Non parlo con mio padre da un anno, quasi due. Anche da tanto tempo non ho avuto una vera conversazione con mia madre. Ho lasciato e non ho mai guardato indietro ed è stata la decisione migliore che abbia mai preso. I miei genitori mi hanno sempre fatto sentire così insicuro e mi sono perfino odiato perché mi sentivo allo stesso modo di loro. Ma ora sono l’opposto. Sono felice e ho una pace interiore. Ho stretto amicizie così straordinarie che mi insegnano ad essere gentile ogni giorno. Mi sono sposato e ho imparato tanto e siamo cresciuti in coppia. Ho trovato una casa ed è con il mio migliore amico e sono così fortunato. Mi mostra il rispetto che mio padre non ha mai fatto. Onestamente, ho così tanta libertà, anche come donna sposata, che non so nemmeno cosa farne. Per questo sono così grato. Abbiamo viaggiato e pianificato più viaggi e stiamo ottenendo la nostra istruzione. Finalmente mi sento una persona normale, una brava persona. Fa schifo il fatto che non ho buoni genitori, ma interromperli è stata la scelta migliore che abbia mai fatto. Erano tossici per me e ho ancora cicatrici e ricordi che mi ricordano ogni giorno perché non possono essere nella mia vita. Non mi sono fatto del male da quel giorno in cui li ho lasciati e francamente non voglio più vederli.

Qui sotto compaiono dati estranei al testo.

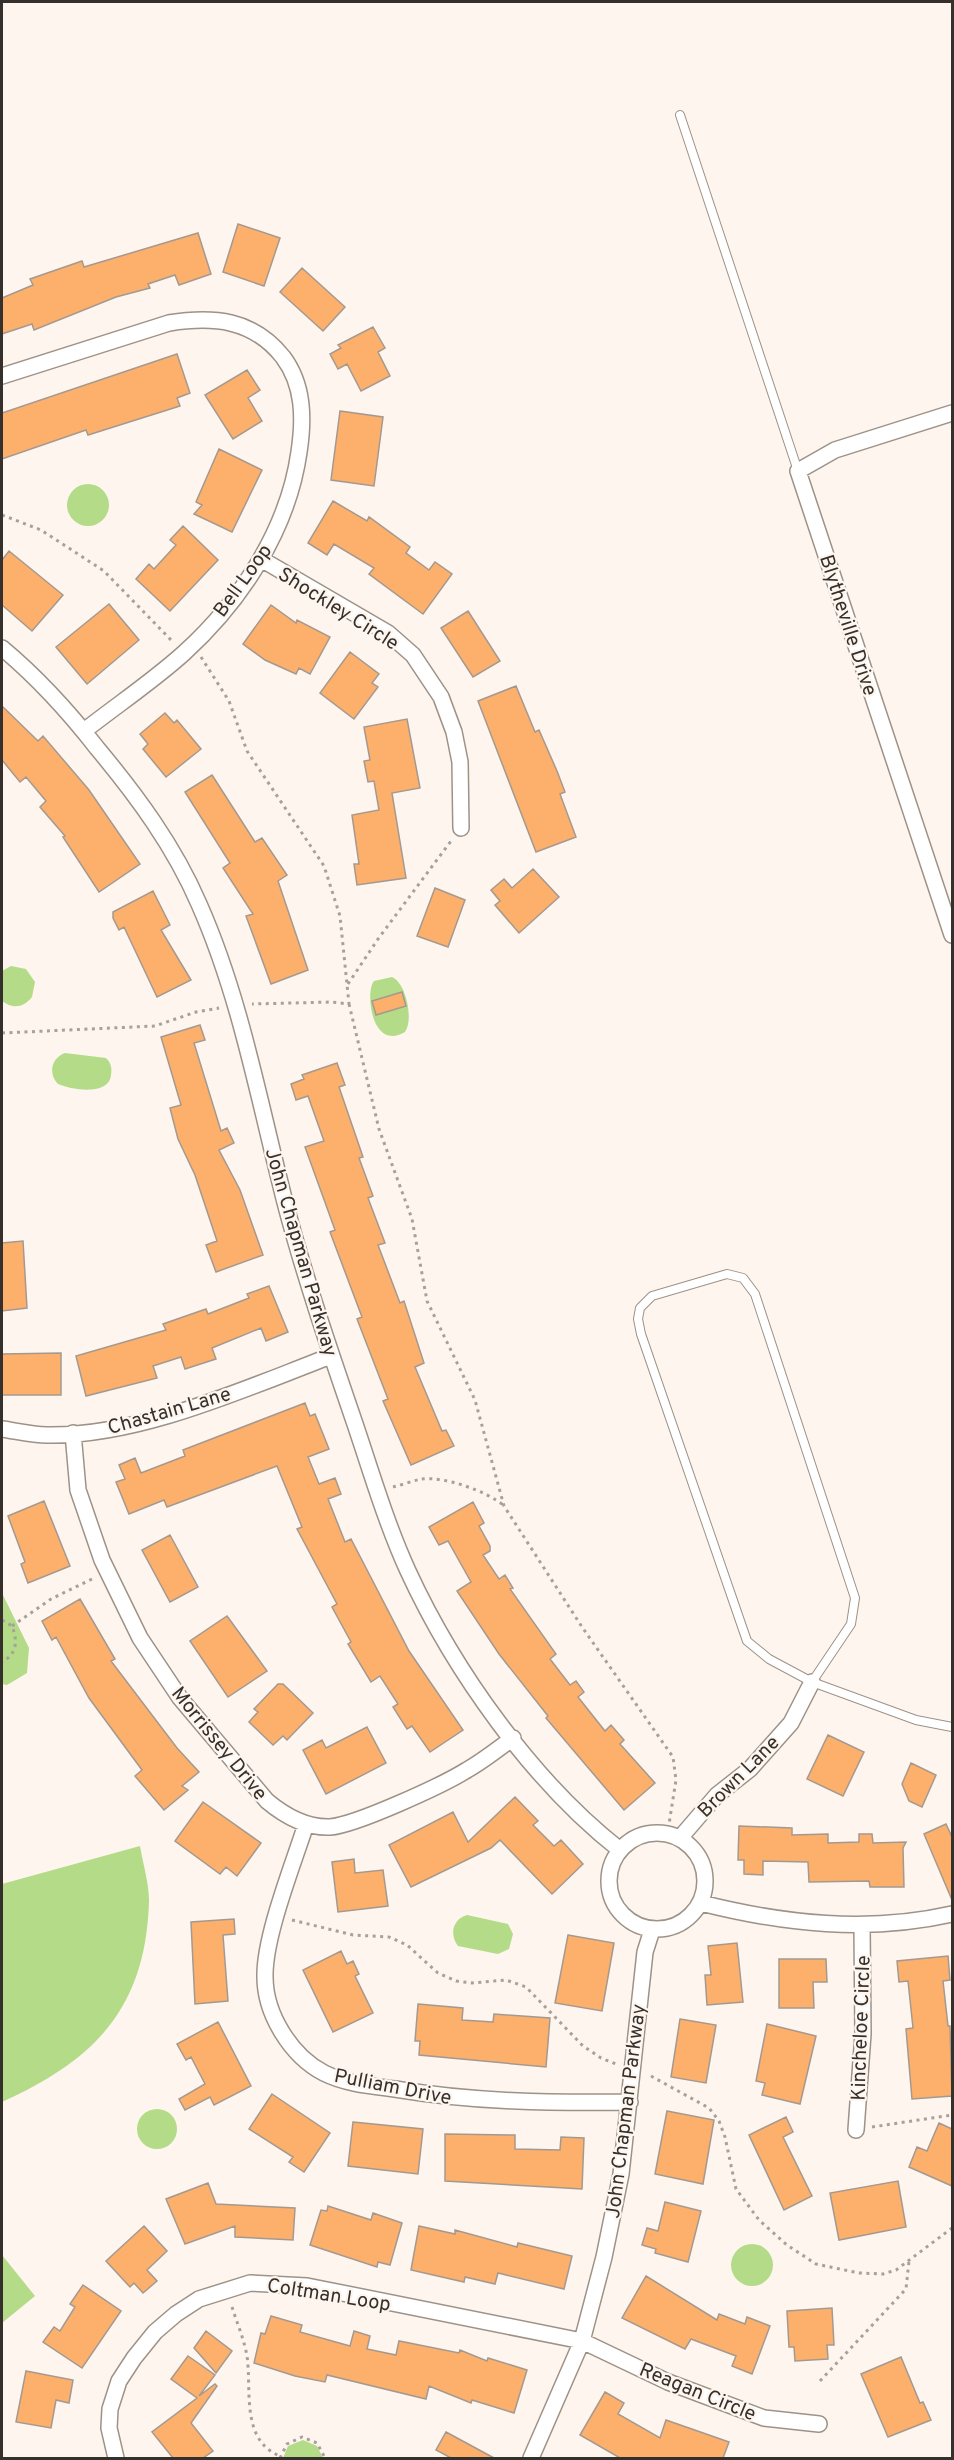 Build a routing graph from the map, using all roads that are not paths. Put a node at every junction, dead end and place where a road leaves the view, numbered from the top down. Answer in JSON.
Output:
{"nodes":[{"id":1,"x":680,"y":115,"type":"dead end"},
{"id":2,"x":2,"y":376,"type":"edge"},
{"id":3,"x":952,"y":412,"type":"edge"},
{"id":4,"x":798,"y":471,"type":"junction"},
{"id":5,"x":261,"y":559,"type":"junction"},
{"id":6,"x":2,"y":648,"type":"edge"},
{"id":7,"x":84,"y":731,"type":"junction"},
{"id":8,"x":461,"y":828,"type":"road end"},
{"id":9,"x":952,"y":935,"type":"edge"},
{"id":10,"x":331,"y":1356,"type":"junction"},
{"id":11,"x":2,"y":1429,"type":"edge"},
{"id":12,"x":73,"y":1433,"type":"junction"},
{"id":13,"x":812,"y":1682,"type":"junction"},
{"id":14,"x":952,"y":1726,"type":"edge"},
{"id":15,"x":513,"y":1738,"type":"junction"},
{"id":16,"x":306,"y":1824,"type":"junction"},
{"id":17,"x":673,"y":1836,"type":"junction"},
{"id":18,"x":620,"y":1850,"type":"junction"},
{"id":19,"x":701,"y":1904,"type":"junction"},
{"id":20,"x":952,"y":1914,"type":"edge"},
{"id":21,"x":862,"y":1926,"type":"junction"},
{"id":22,"x":652,"y":1930,"type":"junction"},
{"id":23,"x":630,"y":2102,"type":"junction"},
{"id":24,"x":856,"y":2130,"type":"road end"},
{"id":25,"x":582,"y":2341,"type":"junction"},
{"id":26,"x":819,"y":2424,"type":"dead end"},
{"id":27,"x":116,"y":2458,"type":"edge"},
{"id":28,"x":531,"y":2458,"type":"edge"}],
"edges":[{"from":1,"to":4,"type":"lane"},
{"from":2,"to":5,"type":"street","name":"Bell Loop"},
{"from":3,"to":4,"type":"street"},
{"from":4,"to":9,"type":"street","name":"Blytheville Drive"},
{"from":5,"to":7,"type":"street","name":"Bell Loop"},
{"from":5,"to":8,"type":"street","name":"Shockley Circle"},
{"from":6,"to":7,"type":"street","name":"John Chapman Parkway"},
{"from":7,"to":10,"type":"street","name":"John Chapman Parkway"},
{"from":10,"to":12,"type":"street","name":"Chastain Lane"},
{"from":10,"to":15,"type":"street","name":"John Chapman Parkway"},
{"from":11,"to":12,"type":"street","name":"Chastain Lane"},
{"from":12,"to":16,"type":"street","name":"Morrissey Drive"},
{"from":13,"to":13,"type":"lane"},
{"from":13,"to":14,"type":"lane"},
{"from":13,"to":17,"type":"street","name":"Brown Lane"},
{"from":15,"to":16,"type":"street","name":"Morrissey Drive"},
{"from":15,"to":18,"type":"street","name":"John Chapman Parkway"},
{"from":16,"to":23,"type":"street","name":"Pulliam Drive"},
{"from":17,"to":18,"type":"street"},
{"from":17,"to":19,"type":"street"},
{"from":18,"to":22,"type":"street"},
{"from":19,"to":21,"type":"street"},
{"from":19,"to":22,"type":"street"},
{"from":20,"to":21,"type":"street"},
{"from":21,"to":24,"type":"street","name":"Kincheloe Circle"},
{"from":22,"to":23,"type":"street","name":"John Chapman Parkway"},
{"from":23,"to":25,"type":"street","name":"John Chapman Parkway"},
{"from":25,"to":26,"type":"street","name":"Reagan Circle"},
{"from":25,"to":27,"type":"street","name":"Coltman Loop"},
{"from":25,"to":28,"type":"street","name":"John Chapman Parkway"}]}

Avevo bisogno di condividere questa storia perché so che non sono l’unico con genitori severi. So quanto sia difficile essere circondati da persone che hanno buoni genitori quando i tuoi sono cattivi. Non sembra giusto e forse ti viene persino detto che è così che sono i genitori. E se sei come me e resisti alla speranza e cerchi di vedere il bene nelle persone, ti farai più male. Alcune persone non cambiano mai. I miei genitori sono razzisti e odiosi e io no. Proprio come ho le mie convinzioni e la mia morale, hanno le loro. Non sto cambiando la mia e so che non stanno cambiando la loro perché per loro, la loro mentalità è giusta.

E va bene.

Perché non mi associo più a loro. Vivo la mia vita come voglio. E fanno lo stesso. Nessuna seccatura, nessuna ferita, nessun dolore. Esistono genitori tossici e non va bene, non importa chi cerca di convincerti. Che siano i tuoi amici o TU. Non mi aspetto che questa storia faccia qualcosa di significativo, ma è qui per qualcuno che potrebbe aver bisogno di qualche consiglio per la domanda scoraggiante “Potrei davvero vivere senza i miei genitori?” Puoi farlo. È possibile e potrebbe richiedere del tempo. Farà male, perché non importa quali siano i tuoi genitori. Mi manca anche il mio, pazzo quanto loro. Ma anche se mi mancano, sto meglio senza di loro. I genitori dovrebbero essere genitori, sono d’accordo, ma il mio mi ha fatto sentire come se fossi un demone che hanno imprigionato. Non solo me lo sentivo, ma lo chiamavo anche io. Esistono genitori tossici, e sfortunatamente non tutti i genitori vogliono ciò che è meglio per il loro bambino.

Quindi, per favore, cerca di capire che quando parli con un amico che ha una vita familiare difficile. “Tutti i genitori sono così a volte” semplicemente non rende tutto ok. Alcuni genitori non hanno mai imparato come diventare genitori e si preoccupano ancora di se stessi.